The Bashers, who live and work in Davis County, also have a mix of religious backgrounds — Hindi, Muslim and Christian.

The Hawks, who are mostly University of Utah students or alumni, all hail from India but are a mix of many religious, cultural and geographical backgrounds.

"The religions and ethnicities are quite diverse in cricket," Hawks captain Krishna Chaitanya said. "This game is played across the globe, only recently gaining some attraction in America."

Chaitanya's Hawks topped the ICL standings for the entire season but finished just one point ahead of the second-place Bashers and two points ahead of Khan's Sabrecats. The league started in April, playing games on Sundays in Layton's Woodward Park and Salt Lake City's 11th Avenue Park, where this Sunday's title match will start at 10:30 a.m. The 25-over match will last about five hours.

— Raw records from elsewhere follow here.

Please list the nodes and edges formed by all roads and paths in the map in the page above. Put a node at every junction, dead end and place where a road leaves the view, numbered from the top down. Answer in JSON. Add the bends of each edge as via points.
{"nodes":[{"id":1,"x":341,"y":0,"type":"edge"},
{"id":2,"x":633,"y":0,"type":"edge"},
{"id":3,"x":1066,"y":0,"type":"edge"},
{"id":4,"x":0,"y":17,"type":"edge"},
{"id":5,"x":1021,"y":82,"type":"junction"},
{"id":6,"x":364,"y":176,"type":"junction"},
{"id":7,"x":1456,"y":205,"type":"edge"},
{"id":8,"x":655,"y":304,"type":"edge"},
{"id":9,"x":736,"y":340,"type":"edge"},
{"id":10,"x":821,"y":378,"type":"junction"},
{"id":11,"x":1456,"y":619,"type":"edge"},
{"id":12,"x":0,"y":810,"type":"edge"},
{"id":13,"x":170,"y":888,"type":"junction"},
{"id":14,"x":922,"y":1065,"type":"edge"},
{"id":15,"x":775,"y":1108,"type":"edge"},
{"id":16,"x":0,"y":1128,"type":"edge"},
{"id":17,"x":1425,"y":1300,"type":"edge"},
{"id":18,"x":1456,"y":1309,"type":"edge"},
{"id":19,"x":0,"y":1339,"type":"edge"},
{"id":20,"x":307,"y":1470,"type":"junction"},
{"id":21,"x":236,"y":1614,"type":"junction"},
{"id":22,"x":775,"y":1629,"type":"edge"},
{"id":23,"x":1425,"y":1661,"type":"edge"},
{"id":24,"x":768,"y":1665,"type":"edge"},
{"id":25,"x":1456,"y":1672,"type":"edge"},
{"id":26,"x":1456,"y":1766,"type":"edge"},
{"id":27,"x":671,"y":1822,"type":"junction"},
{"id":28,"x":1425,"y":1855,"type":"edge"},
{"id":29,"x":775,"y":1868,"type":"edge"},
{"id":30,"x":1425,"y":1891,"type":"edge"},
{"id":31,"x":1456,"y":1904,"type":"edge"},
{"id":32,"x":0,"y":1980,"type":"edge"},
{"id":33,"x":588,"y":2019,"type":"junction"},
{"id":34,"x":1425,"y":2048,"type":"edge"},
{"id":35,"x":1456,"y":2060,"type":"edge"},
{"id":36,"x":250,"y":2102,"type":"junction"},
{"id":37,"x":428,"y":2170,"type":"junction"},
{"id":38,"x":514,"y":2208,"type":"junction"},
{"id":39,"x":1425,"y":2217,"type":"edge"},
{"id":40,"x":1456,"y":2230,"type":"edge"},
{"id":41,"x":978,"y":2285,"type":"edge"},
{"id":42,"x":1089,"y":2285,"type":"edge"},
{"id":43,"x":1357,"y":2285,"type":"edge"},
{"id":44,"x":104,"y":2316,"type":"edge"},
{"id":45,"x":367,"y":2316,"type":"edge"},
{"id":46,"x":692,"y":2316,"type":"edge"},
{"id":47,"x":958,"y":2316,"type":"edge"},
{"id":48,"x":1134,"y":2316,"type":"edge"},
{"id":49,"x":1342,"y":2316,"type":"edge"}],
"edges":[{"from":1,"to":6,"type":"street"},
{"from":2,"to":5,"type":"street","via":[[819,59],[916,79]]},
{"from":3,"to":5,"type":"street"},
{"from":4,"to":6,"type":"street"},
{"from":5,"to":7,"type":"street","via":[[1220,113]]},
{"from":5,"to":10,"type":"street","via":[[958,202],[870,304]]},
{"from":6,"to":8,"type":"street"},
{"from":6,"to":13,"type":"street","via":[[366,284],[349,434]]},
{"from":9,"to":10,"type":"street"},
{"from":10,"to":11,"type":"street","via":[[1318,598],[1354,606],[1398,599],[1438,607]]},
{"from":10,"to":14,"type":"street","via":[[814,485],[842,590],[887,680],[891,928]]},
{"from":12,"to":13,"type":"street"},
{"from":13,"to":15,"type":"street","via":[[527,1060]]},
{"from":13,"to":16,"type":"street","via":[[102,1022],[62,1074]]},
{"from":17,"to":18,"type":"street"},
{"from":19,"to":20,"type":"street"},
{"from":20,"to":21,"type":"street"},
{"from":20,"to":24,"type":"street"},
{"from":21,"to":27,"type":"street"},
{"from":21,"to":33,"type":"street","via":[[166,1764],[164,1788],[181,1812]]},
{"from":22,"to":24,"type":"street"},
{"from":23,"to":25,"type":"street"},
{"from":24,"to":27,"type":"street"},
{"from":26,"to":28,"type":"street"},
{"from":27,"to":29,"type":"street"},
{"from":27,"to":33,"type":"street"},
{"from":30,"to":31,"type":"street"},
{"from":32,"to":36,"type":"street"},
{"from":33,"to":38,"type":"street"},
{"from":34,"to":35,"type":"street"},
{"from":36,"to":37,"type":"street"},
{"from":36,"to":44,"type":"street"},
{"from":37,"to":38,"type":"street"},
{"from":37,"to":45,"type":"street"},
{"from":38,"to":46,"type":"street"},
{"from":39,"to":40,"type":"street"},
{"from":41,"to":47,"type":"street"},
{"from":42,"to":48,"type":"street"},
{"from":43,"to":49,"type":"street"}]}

Vincent (6-2) split the season series with Layton (5-2-1), which made a late-season run to sneak into the title game. In their last meeting Aug. 18, the Bashers gave the Hawks their first loss of 2013 as Layton went on a three-game winning streak to end the season.

"I think it's the right balance of dependable bowling and some explosive batting," Soorma cited as reasons for his team's winning run. "We have a better chemistry as a team. Everyone seems to understand their role as an individual and as a team member better now after a few good games under our belt."

The Hawks' balance was also the key to their success.

"Our team has the right balance of bowling, batting and fielding," Chaitanya said. "Everybody puts team ahead of themselves, and, therefore, the results are in our favor."